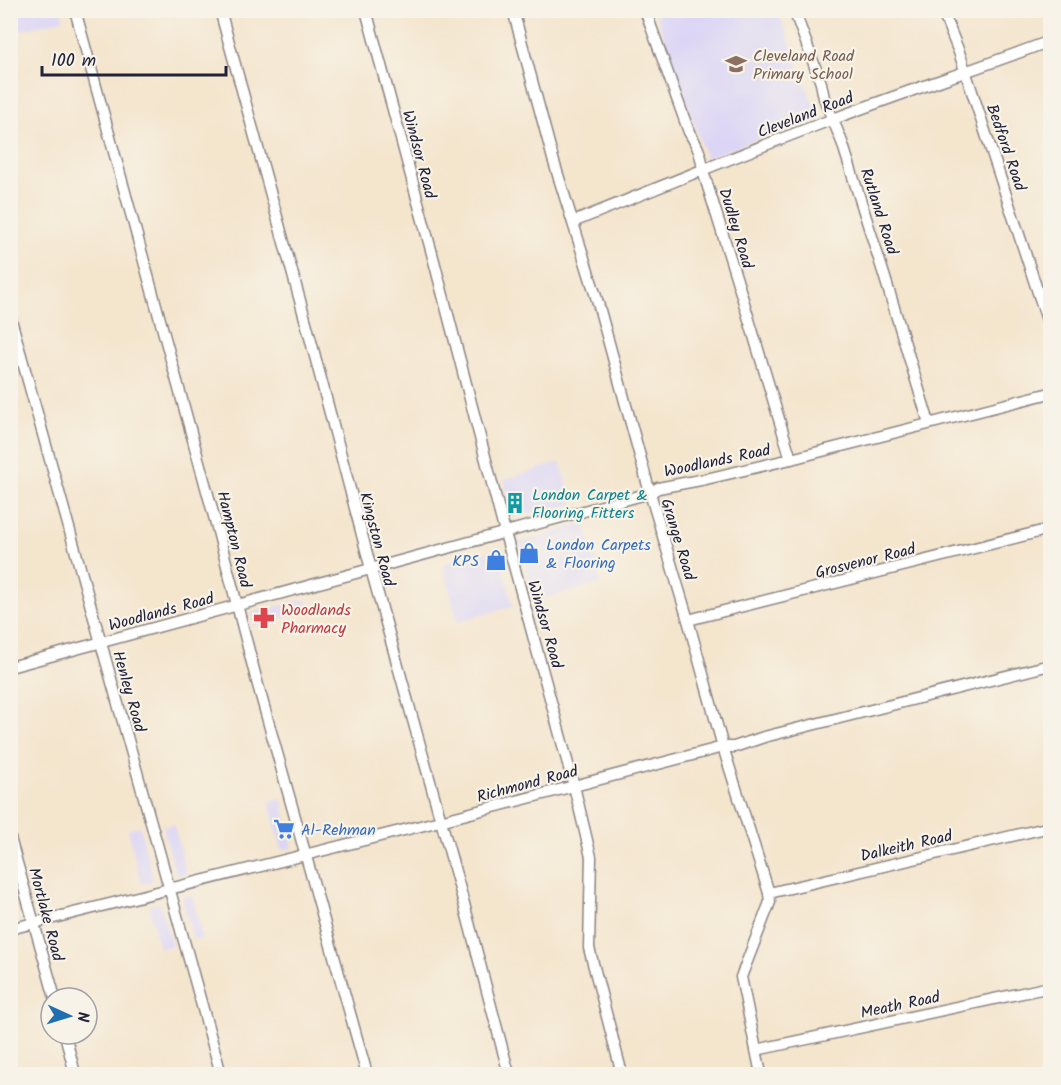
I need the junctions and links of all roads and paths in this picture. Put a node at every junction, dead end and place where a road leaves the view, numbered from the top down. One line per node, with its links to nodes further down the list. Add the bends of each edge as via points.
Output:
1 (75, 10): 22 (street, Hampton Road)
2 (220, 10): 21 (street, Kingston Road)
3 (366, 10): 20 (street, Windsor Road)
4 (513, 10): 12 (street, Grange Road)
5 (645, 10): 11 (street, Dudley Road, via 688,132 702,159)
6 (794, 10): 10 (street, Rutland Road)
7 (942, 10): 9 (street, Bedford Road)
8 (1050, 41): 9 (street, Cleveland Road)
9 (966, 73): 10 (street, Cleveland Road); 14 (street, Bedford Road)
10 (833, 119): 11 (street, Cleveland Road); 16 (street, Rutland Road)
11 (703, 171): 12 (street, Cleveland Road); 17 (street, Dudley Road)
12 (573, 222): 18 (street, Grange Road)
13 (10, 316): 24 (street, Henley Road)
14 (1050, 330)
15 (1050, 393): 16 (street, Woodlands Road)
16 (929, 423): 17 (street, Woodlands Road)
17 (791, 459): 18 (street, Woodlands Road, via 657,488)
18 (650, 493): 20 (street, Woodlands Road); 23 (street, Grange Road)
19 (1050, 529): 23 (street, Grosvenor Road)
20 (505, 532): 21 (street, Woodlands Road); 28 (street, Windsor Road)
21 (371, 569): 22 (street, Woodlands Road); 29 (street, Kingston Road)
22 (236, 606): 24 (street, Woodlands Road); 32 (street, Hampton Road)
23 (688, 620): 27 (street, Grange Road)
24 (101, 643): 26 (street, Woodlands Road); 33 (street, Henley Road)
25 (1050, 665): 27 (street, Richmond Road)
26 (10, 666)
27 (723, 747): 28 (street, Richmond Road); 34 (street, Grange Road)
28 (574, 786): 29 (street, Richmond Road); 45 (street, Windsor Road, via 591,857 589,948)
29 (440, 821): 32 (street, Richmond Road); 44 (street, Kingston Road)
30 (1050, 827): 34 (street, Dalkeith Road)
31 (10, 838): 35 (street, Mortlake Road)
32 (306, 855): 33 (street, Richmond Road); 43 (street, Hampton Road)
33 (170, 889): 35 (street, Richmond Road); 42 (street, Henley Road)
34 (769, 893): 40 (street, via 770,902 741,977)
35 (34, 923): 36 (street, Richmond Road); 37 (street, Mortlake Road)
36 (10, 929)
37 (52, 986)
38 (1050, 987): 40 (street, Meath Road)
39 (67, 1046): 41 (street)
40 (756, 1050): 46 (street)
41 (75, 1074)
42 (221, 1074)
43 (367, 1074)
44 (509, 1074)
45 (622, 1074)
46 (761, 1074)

|---|

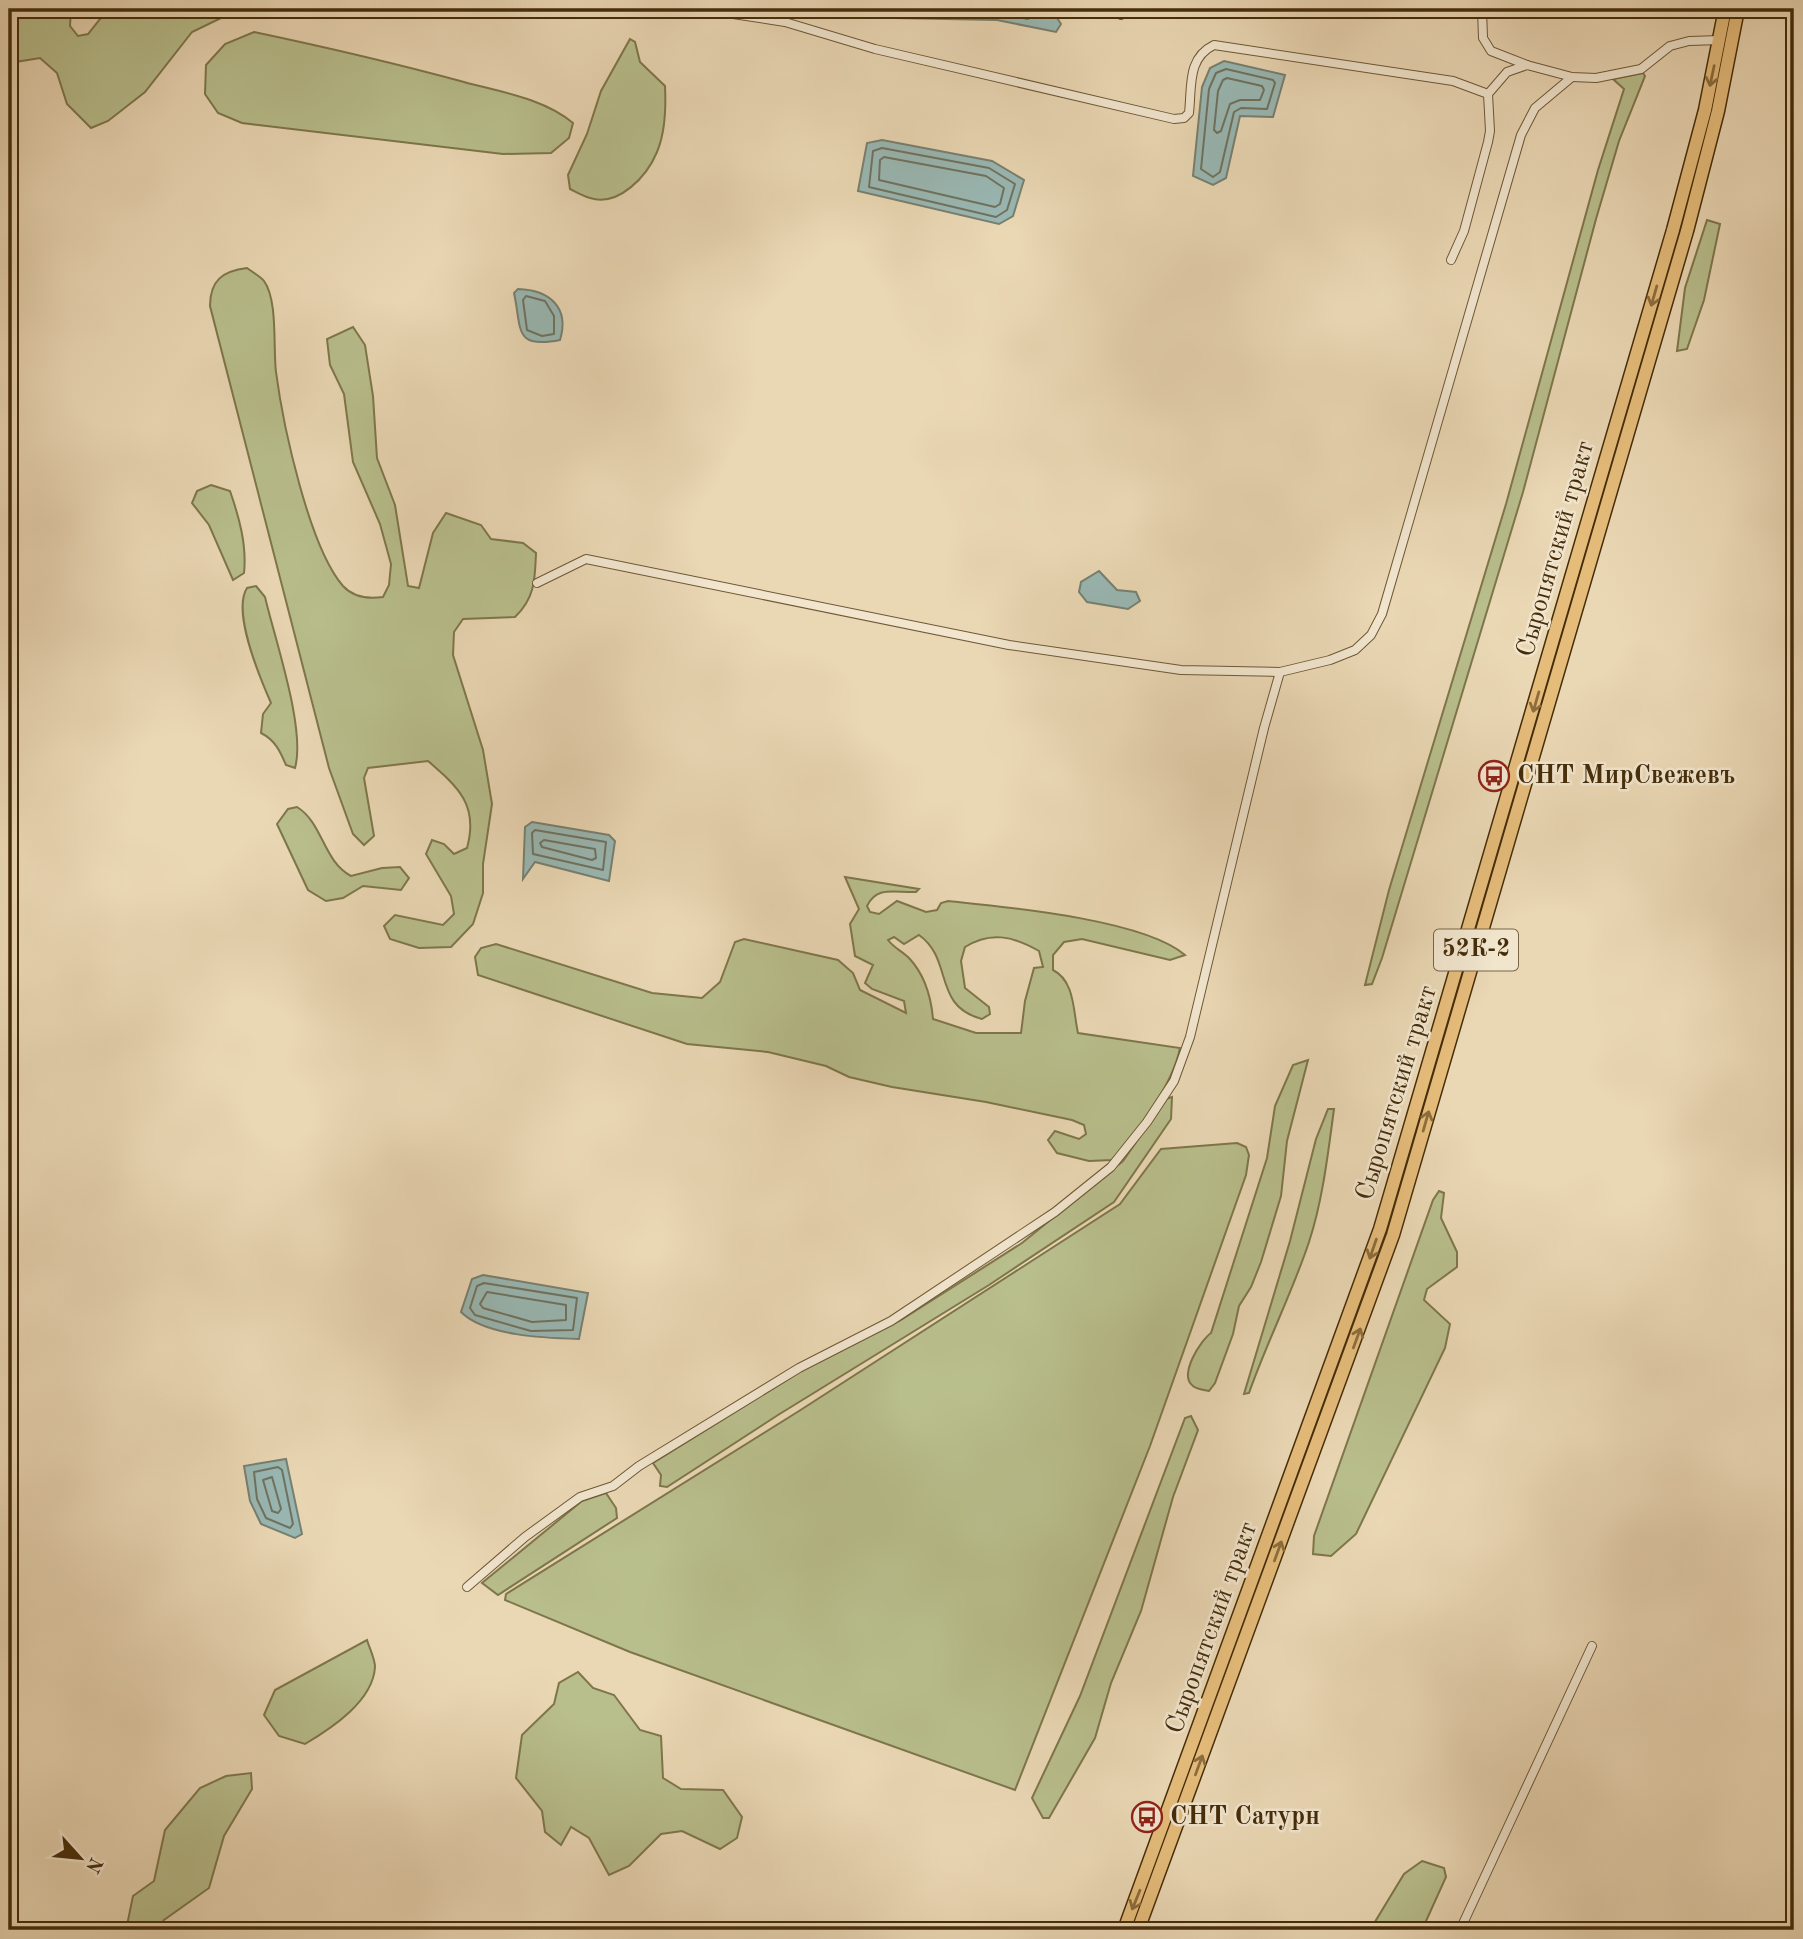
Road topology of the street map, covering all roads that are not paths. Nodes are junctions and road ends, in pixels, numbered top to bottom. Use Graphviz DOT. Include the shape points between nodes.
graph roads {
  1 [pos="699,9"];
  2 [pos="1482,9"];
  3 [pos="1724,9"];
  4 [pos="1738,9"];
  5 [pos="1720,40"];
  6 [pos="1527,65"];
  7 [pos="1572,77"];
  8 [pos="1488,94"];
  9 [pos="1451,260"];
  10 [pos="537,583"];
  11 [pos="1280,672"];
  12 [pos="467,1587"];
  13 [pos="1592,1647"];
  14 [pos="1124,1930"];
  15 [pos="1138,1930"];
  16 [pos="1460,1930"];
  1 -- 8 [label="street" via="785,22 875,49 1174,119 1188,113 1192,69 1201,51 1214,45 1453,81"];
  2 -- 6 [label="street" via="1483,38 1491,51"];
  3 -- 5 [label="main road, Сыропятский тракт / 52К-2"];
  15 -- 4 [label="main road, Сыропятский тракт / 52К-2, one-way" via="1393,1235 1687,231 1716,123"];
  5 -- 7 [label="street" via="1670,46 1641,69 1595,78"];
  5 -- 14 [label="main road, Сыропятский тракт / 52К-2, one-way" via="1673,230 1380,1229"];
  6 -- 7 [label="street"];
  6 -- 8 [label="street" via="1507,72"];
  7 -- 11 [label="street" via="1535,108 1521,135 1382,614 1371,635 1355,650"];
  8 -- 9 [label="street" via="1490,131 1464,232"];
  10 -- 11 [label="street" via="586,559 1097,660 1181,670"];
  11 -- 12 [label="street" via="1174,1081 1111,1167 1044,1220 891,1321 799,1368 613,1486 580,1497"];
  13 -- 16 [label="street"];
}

|---|

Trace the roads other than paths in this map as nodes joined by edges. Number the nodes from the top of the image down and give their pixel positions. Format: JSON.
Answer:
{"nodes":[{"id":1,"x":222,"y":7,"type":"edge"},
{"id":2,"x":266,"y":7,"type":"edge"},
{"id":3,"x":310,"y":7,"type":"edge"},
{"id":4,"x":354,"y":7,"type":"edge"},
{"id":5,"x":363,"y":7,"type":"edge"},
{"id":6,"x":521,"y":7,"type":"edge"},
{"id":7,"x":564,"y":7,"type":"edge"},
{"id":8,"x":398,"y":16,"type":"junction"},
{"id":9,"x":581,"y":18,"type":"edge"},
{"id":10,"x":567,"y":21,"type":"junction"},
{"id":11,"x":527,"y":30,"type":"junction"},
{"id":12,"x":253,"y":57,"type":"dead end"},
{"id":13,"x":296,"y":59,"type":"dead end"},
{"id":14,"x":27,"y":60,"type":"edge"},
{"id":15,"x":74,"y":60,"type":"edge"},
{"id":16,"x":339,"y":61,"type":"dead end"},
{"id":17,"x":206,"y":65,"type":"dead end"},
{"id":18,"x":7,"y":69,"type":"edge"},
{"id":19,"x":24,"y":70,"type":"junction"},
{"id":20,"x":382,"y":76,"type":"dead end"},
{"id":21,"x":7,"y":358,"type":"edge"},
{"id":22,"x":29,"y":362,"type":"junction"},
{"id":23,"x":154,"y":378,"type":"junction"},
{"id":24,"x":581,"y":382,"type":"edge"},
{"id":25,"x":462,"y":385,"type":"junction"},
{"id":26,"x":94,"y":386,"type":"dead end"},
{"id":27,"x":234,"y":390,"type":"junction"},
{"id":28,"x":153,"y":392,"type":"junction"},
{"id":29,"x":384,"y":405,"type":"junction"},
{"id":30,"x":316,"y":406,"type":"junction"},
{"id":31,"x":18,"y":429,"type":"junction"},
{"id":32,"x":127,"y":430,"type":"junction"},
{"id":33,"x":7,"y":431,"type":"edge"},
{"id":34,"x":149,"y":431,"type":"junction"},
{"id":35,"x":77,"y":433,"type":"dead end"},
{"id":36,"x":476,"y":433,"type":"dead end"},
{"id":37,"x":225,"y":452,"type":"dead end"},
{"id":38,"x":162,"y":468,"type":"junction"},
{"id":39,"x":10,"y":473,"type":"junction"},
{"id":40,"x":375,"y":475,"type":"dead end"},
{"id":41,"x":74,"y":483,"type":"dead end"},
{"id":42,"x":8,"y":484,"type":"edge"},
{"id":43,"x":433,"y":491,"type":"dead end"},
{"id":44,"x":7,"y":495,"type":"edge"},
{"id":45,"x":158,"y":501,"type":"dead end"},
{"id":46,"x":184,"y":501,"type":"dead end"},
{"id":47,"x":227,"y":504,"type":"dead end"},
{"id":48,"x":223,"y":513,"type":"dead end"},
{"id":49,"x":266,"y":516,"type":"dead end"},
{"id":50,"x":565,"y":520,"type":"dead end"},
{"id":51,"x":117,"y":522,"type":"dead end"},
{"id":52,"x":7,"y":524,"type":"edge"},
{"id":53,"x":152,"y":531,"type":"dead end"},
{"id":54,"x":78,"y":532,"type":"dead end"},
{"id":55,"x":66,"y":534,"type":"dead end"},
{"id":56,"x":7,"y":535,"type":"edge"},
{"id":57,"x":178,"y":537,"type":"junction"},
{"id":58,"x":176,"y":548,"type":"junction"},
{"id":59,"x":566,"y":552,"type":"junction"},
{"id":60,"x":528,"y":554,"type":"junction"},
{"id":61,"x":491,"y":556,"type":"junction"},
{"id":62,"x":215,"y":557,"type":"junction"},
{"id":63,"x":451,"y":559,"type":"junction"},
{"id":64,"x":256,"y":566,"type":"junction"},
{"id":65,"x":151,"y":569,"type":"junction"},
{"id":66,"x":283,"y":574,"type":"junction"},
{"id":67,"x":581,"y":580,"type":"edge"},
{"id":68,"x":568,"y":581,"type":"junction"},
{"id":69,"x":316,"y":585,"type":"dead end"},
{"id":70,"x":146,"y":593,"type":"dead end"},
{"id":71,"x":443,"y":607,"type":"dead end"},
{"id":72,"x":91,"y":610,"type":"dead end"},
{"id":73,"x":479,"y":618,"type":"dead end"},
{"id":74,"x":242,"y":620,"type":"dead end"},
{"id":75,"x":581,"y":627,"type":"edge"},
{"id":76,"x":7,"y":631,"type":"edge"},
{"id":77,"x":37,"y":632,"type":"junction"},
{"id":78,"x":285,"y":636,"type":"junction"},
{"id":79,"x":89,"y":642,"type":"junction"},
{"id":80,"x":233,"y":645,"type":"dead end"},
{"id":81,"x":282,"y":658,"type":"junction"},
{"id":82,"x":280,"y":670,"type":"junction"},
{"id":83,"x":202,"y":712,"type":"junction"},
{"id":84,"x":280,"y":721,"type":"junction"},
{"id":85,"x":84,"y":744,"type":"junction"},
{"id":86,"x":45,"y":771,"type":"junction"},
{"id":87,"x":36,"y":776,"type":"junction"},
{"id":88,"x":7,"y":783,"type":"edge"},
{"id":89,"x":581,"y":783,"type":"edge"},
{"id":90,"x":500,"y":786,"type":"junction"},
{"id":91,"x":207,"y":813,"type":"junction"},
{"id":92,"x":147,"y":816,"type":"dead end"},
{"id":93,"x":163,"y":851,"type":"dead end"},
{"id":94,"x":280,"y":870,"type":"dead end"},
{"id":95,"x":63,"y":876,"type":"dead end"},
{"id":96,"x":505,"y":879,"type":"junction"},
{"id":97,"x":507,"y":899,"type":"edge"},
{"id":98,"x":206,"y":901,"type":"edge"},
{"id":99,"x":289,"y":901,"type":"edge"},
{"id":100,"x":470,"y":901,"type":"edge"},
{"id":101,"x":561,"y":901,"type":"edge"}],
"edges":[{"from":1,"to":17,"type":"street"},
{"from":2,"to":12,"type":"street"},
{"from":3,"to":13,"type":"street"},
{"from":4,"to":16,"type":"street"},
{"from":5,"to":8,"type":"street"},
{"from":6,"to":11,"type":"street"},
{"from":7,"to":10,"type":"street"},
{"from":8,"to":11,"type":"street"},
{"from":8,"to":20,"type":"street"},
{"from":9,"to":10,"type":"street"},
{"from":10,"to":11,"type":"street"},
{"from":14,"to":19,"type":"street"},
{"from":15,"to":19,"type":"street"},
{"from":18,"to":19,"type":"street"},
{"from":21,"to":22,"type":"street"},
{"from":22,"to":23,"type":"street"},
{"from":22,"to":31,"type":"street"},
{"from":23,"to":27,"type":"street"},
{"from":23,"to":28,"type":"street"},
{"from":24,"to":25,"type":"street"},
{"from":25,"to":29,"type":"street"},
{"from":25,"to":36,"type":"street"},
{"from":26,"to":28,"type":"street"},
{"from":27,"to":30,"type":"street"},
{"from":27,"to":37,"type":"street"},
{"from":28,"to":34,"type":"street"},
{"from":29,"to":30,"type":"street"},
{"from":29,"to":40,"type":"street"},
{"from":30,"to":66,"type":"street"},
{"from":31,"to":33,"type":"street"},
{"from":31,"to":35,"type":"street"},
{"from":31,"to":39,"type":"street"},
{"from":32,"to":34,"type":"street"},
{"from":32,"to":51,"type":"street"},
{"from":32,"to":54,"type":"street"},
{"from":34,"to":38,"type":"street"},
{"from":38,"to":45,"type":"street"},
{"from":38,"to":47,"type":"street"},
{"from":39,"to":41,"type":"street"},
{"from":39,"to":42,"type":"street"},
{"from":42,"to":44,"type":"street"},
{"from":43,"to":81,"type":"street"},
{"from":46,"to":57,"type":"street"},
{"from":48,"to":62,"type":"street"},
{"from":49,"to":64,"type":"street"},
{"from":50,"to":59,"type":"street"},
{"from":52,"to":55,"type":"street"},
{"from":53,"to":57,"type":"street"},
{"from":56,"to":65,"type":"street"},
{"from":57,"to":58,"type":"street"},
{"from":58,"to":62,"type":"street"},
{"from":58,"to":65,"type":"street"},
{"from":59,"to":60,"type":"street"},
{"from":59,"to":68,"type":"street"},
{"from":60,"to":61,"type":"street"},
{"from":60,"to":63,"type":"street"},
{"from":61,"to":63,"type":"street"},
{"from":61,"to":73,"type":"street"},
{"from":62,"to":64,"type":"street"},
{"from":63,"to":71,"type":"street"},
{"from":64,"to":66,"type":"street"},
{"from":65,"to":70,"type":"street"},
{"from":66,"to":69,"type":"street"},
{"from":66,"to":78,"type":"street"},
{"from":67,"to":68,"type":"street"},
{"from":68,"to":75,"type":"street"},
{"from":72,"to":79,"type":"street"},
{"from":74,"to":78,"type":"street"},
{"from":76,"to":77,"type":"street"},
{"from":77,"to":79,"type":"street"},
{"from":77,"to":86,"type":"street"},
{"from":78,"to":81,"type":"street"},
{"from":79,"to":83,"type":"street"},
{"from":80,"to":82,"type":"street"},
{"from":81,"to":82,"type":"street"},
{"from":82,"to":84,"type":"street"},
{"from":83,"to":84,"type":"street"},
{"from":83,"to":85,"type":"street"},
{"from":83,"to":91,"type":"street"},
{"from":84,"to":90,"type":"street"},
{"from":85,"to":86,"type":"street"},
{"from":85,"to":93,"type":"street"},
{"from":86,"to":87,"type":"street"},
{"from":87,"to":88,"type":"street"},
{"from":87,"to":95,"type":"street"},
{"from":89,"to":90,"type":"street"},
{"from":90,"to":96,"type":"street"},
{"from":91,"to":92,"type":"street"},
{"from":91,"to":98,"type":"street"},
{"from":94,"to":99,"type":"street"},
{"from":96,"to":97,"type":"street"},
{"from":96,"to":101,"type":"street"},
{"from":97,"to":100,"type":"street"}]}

|---|

WHAT TO PRODUCE: Your answer should be a single number: how many lines in the preceding entries contain "roads".

THE ANSWER: 4